- Task instructions -
This exercise calls for duplicating every entry below exactly, without the images.

- Dataset records -

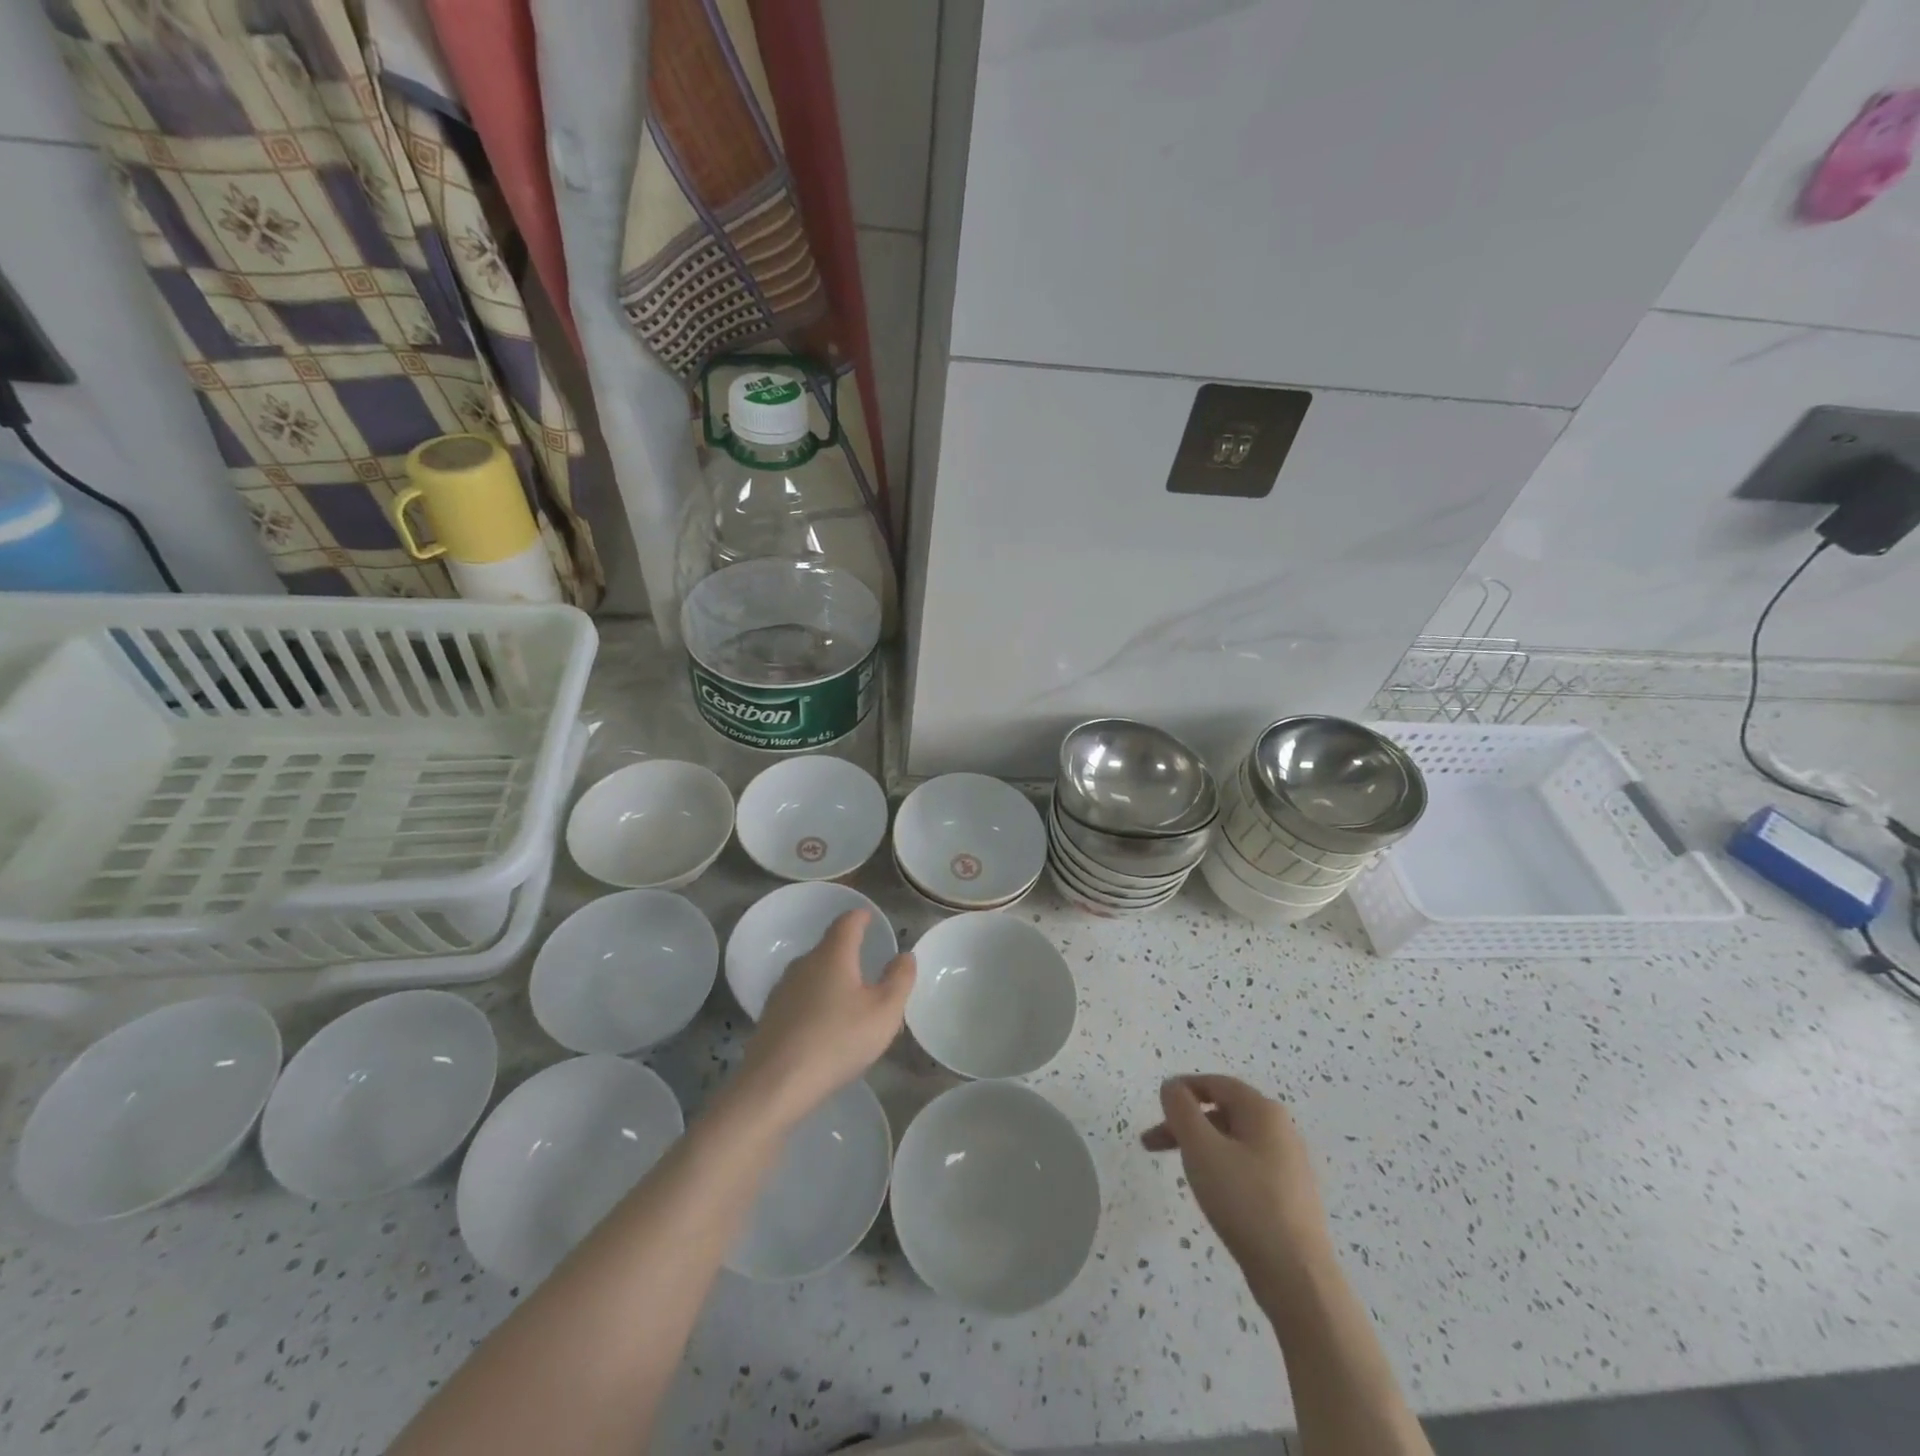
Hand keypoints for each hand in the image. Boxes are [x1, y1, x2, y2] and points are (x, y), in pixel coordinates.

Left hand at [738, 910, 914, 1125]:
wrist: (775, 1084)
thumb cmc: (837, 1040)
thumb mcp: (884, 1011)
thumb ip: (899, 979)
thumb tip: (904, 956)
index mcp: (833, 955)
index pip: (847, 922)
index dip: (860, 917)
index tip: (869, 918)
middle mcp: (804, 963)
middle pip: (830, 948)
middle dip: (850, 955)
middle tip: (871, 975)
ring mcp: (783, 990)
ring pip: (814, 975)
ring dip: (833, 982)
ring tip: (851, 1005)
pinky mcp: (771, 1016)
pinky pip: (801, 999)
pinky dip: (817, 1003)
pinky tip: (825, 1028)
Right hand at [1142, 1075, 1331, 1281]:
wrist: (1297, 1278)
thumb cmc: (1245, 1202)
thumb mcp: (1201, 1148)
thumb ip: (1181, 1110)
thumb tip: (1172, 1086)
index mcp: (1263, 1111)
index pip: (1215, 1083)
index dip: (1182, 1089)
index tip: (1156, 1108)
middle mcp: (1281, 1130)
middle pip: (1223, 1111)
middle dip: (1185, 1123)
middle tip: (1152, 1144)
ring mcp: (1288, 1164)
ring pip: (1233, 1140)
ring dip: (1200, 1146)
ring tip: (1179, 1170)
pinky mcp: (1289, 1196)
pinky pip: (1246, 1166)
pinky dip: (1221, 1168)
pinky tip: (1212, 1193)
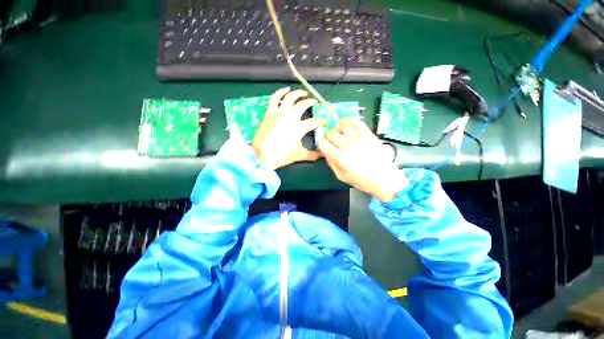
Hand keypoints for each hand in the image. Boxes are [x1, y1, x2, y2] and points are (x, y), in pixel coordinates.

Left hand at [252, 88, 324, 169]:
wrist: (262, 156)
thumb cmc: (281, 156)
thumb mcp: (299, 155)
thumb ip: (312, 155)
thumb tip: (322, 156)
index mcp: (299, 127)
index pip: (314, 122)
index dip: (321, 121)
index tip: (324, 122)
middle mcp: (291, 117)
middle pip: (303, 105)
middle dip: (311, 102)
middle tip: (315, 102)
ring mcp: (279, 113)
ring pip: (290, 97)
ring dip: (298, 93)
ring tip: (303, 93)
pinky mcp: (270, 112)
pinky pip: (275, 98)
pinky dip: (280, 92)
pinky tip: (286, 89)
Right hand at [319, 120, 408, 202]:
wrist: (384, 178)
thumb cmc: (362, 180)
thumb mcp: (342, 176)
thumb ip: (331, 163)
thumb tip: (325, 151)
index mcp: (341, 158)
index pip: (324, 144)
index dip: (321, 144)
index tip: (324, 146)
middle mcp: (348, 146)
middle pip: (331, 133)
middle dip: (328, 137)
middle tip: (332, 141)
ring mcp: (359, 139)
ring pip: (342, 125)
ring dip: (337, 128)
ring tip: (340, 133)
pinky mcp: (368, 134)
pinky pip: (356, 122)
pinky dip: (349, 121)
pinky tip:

- Final answer -
Hand keypoints for each hand in the image. Boxes are [x1, y1, x2, y2] and points are (x, y), in pixel coordinates.

Left hand at [738, 910, 914, 1125]:
wrist: (775, 1084)
thumb cmc: (837, 1040)
thumb mcp: (884, 1011)
thumb ip: (899, 979)
thumb tip: (904, 956)
index mcp: (833, 955)
index pip: (847, 922)
index dip: (860, 917)
index tip: (869, 918)
middle mcp: (804, 963)
middle pip: (830, 948)
middle dip: (850, 955)
middle tip: (871, 975)
ring mcp: (783, 990)
ring pip: (814, 975)
ring dip: (833, 982)
ring tip: (851, 1005)
pinky mcp: (771, 1016)
pinky pip: (801, 999)
pinky dip: (817, 1003)
pinky tip: (825, 1028)
Right hand at [1142, 1075, 1331, 1281]:
wrist: (1297, 1278)
thumb cmc: (1245, 1202)
thumb mcp: (1201, 1148)
thumb ip: (1181, 1110)
thumb tip: (1172, 1086)
index mcp: (1263, 1111)
index pip: (1215, 1083)
index dip: (1182, 1089)
index tip: (1156, 1108)
middle mcp: (1281, 1130)
middle pip: (1223, 1111)
middle dip: (1185, 1123)
middle tip: (1152, 1144)
ring mcp: (1288, 1164)
ring pip: (1233, 1140)
ring dip: (1200, 1146)
ring tip: (1179, 1170)
pinky mcp: (1289, 1196)
pinky pip: (1246, 1166)
pinky dip: (1221, 1168)
pinky tip: (1212, 1193)
Hand keypoints for each hand in the image. Boxes are [x1, y1, x2, y2] and points are (x, y), in pixel coordinates.

Left hand at [252, 88, 324, 169]:
wrist: (262, 156)
thumb cmc: (281, 156)
thumb mcp: (299, 155)
thumb ip: (312, 155)
thumb tip: (322, 156)
index mcp: (299, 127)
index pip: (314, 122)
index dip: (321, 121)
index tip: (324, 122)
middle mcp: (291, 117)
middle pip: (303, 105)
middle dip: (311, 102)
middle tip: (315, 102)
ring mcp: (279, 113)
ring pip: (290, 97)
ring dip: (298, 93)
ring tip: (303, 93)
pinky mcp: (270, 112)
pinky pip: (275, 98)
pinky dip: (280, 92)
pinky tip: (286, 89)
Right hand at [319, 120, 408, 202]:
wrist: (384, 178)
thumb cmc: (362, 180)
thumb mcp: (342, 176)
thumb ip: (331, 163)
thumb tip: (325, 151)
index mcp: (341, 158)
index pip: (324, 144)
index dip: (321, 144)
index tip: (324, 146)
middle mcp: (348, 146)
middle pip: (331, 133)
middle dip: (328, 137)
middle tip: (332, 141)
ring mcp: (359, 139)
ring pip: (342, 125)
ring dip: (337, 128)
ring tip: (340, 133)
pinky mcp: (368, 134)
pinky pip: (356, 122)
pinky dip: (349, 121)
pinky tip:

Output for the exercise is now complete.